6/24/10

Picture window

(Another new song, a blues in A minor.
One of these days I'll add audio.)

girl at her picture window
watching the clouds blow by
the sun and the stars, the boys in the cars
the road and the prairie sky

the prairie’s a place for leaving
here’s how you say goodbye
pack up your hopes and tune your guitar and kiss your mother
pick up your feet and fly

to the city, the blazing nights
the crowds, the crazy colored lights
that’s where she’s gonna go

girl wants a man to hold her
she won’t let him hold her long
she’s got a suitcase full of dreams and desperation
come morning she’ll be gone

somewhere a lover is lonesome
somewhere a baby cries
somewhere she’s singing her blue blue love songs
her sorrowful lullabies

in the city, her famous nights
the crowds, her name up in lights
she did what she had to do

girl in a dark motel room
radio turned down low
one of these nights she’ll be famously forgotten
someone you used to know

girl at a picture window
call her the prairie queen
no matter how sweetly she promises to love you
love isn’t everything
love isn’t everything
love isn't everything

photo: Max Church

6/12/10

Mockingbird

here here
Peter Peter
free free
per-fect
whit whit whit
dooey ooey
never never chick chick
wheat wheat wheat wheat
somewhere, somewhere
four more now horrit horrit
hunt hunt hunt hunt LuCILLE, LuCILLE
wee wee tiny baby
okay
cigarette, cigarette?

5/8/10

New song

Michael Timmins on Townes Van Zandt: “What he taught me was that no matter how lyrical or poetic a song is, it should always be grounded in a place or an event.”
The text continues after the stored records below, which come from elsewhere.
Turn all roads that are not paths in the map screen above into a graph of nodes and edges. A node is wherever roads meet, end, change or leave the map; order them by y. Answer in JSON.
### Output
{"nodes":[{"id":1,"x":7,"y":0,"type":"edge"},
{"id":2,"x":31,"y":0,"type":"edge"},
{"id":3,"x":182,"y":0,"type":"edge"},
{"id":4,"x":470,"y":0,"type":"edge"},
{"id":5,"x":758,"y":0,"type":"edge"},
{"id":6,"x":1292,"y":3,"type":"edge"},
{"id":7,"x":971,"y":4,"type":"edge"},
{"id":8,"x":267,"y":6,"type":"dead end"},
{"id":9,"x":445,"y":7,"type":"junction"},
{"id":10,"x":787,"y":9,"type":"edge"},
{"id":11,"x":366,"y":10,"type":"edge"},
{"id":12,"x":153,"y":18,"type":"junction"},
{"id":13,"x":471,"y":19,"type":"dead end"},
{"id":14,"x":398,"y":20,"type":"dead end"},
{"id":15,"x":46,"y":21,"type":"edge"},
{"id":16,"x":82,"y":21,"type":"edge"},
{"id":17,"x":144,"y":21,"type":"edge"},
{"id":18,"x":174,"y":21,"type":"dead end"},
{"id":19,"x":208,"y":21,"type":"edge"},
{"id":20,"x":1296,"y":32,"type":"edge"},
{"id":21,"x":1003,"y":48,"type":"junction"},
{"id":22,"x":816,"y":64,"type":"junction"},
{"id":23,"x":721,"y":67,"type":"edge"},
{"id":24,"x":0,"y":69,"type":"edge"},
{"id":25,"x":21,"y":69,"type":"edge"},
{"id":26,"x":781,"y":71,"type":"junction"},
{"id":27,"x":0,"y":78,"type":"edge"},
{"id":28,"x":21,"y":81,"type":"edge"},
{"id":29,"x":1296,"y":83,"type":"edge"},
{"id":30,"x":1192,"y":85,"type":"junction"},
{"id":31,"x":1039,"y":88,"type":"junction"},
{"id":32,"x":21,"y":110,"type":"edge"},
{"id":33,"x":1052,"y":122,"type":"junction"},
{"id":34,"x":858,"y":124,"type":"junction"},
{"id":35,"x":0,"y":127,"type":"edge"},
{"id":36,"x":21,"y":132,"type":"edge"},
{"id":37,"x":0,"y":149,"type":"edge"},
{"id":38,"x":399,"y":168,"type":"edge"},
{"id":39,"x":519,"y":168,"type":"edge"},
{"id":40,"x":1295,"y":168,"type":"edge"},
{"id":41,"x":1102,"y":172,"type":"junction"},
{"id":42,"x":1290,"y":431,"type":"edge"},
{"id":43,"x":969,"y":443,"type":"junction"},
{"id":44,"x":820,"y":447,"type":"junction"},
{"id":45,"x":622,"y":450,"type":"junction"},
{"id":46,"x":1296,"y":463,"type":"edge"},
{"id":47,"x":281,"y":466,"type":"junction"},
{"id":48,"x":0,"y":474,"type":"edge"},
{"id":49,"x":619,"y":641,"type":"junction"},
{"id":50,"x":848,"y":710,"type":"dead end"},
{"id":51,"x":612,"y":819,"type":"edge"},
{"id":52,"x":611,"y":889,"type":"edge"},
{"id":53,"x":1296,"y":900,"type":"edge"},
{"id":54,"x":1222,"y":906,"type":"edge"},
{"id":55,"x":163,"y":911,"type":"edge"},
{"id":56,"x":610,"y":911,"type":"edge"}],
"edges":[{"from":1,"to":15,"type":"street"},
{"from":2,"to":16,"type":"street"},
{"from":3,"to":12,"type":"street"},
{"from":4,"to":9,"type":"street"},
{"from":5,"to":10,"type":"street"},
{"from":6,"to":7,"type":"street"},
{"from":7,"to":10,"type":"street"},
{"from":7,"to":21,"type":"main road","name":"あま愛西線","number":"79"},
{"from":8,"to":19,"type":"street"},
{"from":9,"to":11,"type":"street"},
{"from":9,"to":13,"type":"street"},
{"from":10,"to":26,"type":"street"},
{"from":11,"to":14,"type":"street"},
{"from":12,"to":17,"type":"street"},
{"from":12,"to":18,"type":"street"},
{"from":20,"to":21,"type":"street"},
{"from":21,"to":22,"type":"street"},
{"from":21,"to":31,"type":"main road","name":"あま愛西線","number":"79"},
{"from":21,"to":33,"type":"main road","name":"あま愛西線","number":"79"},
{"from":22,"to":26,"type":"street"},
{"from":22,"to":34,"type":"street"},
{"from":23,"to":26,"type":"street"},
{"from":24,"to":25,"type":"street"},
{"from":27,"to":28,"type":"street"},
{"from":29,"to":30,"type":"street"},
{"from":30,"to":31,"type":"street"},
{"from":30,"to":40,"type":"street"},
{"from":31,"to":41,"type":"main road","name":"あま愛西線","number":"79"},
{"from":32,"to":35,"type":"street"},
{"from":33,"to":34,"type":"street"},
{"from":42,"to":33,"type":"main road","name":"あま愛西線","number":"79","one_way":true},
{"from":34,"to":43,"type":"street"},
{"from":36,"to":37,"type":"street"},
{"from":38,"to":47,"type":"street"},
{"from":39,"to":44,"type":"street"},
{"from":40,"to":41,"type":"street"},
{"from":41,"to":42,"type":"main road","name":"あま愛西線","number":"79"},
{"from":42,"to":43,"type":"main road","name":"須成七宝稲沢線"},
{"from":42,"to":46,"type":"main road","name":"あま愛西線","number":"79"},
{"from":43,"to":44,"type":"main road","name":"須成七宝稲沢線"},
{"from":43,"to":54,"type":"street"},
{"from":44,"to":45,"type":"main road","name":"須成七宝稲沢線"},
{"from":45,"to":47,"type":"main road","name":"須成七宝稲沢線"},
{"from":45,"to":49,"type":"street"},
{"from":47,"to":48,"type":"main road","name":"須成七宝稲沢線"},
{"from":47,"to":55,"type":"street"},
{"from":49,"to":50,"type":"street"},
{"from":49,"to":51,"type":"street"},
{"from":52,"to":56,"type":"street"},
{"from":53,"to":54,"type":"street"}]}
A Deeper Blue: The Life and Music of Townes Van Zandt, Robert Earl Hardy


This April I was working in an arts colony in the mountains of Virginia. Everything was fresh and green, coming back to life; all you had to do was set foot outside and you felt full of possibility. One morning I woke up thinking about the spring my father died, nineteen years ago, and how my mother wasn't much older then than I am now. I tried to imagine how she might feel on a day like this.

Tender Green

in the hills it’s early spring
morning opens tender green
bluest sky, wish you could see it

with my hands I count the days
old men bring me tired bouquets
small talk, comfort when I need it

young and reckless for too long
we thought love would make us strong
why’d you leave me here alone
I still love you anyhow

you were the sleekest boy I’d seen
I said you were my own James Dean
and I the country girl who’d hold you

your dark car blazing in the sun
I saw the man you might become
a gentle man, I wish I’d told you

all the nights and all the days
all the miles that rolled away
all the things I did not say
I would say them to you now

robins sing, the mountains rise
I think of you and close my eyes
where did they go, our by-and-bys
I would cry if I knew how

headlong days and wasted nights
we lost our chance to make things right
I'm tired of being broken

all the hills are tender green
can you hear the robins sing
sad and bright the morning opens

3/30/10

John Steinbeck, world's greatest breakfast writer

"He shoveled the bacon out on a plate and broke the eggs and they jumped and fluttered their edges to brown lace and made clucking sounds."

"The hot cakes rose like little hassocks, and small volcanoes formed and erupted on them until they were ready to be turned."

-- East of Eden

1/18/10

James Salter opening sentences

"Barcelona at dawn."

"This happened near Carbondale to a woman named Jane."

"It's hard now to think of all the places and nights, Nicola's like a railway car, deep and gleaming, the crowd at the Un, Deux, Trois, Billy's."

"Mrs. Pence and her white shoes were gone."

"At ten-thirty then, she arrived."

"All afternoon the cars, many with out-of-state plates, were coming along the road."

"It was late August."

"Mrs. Chandler stood alone near the window in a tailored suit, almost in front of the neon sign that said in small, red letters PRIME MEATS."

"There is a kind of minor writer who is found in a room of the library signing his novel."

"In the garden, standing alone, he found the young woman who was a friend of the writer William Hedges, then unknown but even Kafka had lived in obscurity, she said, and so moreover had Mendel, perhaps she meant Mendeleev."

"Billy was under the house."

12/4/09

Old

We’d been exploring one of my favorite parts of North Carolina, the Pamlico coast: Washington, Bath (the state's oldest town, with its oldest church), and, up the Pungo River, Belhaven, where we ate flounder for lunch and toured the museum. Now we were heading home, with me driving, Anthony riding up front, Kelly and Mike in back. At first we were all talking. Gradually, as lunch settled, Anthony and Mike fell asleep and the car went quiet. That was okay. It was a nice drive, a golden day, sun stretching out long across the cotton fields. I've always loved late November. I've always loved this landscape. Miles and miles of nothing.

When I checked the rearview, Kelly was wide awake, fidgeting like she does when she's just figured something out. "This is what old people do," she said. "They all get in the car and go riding around in the country and don’t talk."